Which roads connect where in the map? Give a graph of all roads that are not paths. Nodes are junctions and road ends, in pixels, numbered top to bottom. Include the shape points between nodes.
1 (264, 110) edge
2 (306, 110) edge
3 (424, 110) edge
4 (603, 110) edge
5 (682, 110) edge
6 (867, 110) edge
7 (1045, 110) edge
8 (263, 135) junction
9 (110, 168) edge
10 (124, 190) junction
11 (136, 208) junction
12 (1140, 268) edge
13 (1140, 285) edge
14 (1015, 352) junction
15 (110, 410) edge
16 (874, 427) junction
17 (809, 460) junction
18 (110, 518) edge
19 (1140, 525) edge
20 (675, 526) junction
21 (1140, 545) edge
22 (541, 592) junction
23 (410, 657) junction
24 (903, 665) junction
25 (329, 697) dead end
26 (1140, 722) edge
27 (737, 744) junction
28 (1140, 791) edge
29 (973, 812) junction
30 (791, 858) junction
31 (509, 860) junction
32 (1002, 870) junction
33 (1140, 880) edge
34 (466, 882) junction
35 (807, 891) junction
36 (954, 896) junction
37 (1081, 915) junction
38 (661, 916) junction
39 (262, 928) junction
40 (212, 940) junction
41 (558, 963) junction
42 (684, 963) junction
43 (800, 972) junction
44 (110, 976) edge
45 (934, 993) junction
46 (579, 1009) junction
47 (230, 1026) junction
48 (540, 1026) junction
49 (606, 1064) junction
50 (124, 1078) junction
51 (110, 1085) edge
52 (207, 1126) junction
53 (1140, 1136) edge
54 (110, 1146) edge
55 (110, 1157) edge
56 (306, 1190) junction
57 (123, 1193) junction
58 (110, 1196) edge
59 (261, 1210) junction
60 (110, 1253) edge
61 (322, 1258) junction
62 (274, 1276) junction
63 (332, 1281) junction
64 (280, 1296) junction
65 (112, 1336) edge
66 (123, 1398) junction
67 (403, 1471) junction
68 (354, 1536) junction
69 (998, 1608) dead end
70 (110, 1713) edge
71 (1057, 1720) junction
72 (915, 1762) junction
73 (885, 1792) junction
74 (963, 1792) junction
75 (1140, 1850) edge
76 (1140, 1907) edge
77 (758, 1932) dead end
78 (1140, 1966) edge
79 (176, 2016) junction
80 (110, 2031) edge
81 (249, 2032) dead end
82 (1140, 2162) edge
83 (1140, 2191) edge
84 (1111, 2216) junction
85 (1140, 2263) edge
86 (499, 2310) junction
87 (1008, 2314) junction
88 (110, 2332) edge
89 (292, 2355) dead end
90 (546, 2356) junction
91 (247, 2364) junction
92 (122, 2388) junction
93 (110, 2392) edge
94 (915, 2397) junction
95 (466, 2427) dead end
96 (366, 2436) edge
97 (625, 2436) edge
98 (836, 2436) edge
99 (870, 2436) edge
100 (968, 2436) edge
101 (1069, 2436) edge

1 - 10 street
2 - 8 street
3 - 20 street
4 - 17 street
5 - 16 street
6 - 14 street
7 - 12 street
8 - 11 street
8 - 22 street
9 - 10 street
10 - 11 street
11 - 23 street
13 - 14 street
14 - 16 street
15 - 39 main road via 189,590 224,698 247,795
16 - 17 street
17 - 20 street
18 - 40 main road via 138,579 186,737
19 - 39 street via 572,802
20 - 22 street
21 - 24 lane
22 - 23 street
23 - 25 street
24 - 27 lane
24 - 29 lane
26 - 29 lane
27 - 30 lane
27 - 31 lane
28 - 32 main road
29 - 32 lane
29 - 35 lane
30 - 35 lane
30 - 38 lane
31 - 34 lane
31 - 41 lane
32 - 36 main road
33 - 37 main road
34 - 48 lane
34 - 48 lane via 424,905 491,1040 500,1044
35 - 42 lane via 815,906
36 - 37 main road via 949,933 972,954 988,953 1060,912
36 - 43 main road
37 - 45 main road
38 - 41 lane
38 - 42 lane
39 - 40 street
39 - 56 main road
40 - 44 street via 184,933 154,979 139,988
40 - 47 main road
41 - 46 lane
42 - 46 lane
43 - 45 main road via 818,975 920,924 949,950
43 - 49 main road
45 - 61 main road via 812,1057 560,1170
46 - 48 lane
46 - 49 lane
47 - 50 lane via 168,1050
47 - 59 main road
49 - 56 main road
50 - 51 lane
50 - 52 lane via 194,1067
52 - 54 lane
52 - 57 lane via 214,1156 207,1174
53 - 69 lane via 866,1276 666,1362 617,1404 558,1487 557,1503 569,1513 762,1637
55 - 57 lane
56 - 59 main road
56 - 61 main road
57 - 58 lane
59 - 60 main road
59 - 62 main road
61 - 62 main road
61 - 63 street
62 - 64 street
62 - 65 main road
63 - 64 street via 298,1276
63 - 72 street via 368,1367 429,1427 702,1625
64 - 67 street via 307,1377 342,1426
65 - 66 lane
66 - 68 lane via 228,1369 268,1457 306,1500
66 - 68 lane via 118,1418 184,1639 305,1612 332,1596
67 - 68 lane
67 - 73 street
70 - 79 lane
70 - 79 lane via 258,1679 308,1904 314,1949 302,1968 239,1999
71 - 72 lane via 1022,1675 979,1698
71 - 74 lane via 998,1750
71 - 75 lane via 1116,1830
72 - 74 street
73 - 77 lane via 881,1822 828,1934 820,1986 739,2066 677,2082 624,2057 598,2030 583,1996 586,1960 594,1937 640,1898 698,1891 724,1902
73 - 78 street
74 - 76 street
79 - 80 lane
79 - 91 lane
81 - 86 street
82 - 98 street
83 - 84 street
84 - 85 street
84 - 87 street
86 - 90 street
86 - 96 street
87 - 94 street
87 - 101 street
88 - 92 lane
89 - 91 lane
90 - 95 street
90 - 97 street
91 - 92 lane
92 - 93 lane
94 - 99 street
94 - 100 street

######

#### [EXERCISE AIM]
Report each line in the data that holds the word "dead".

#### [TASK OUTPUT]
25 (329, 697) dead end
69 (998, 1608) dead end
77 (758, 1932) dead end
81 (249, 2032) dead end
89 (292, 2355) dead end
95 (466, 2427) dead end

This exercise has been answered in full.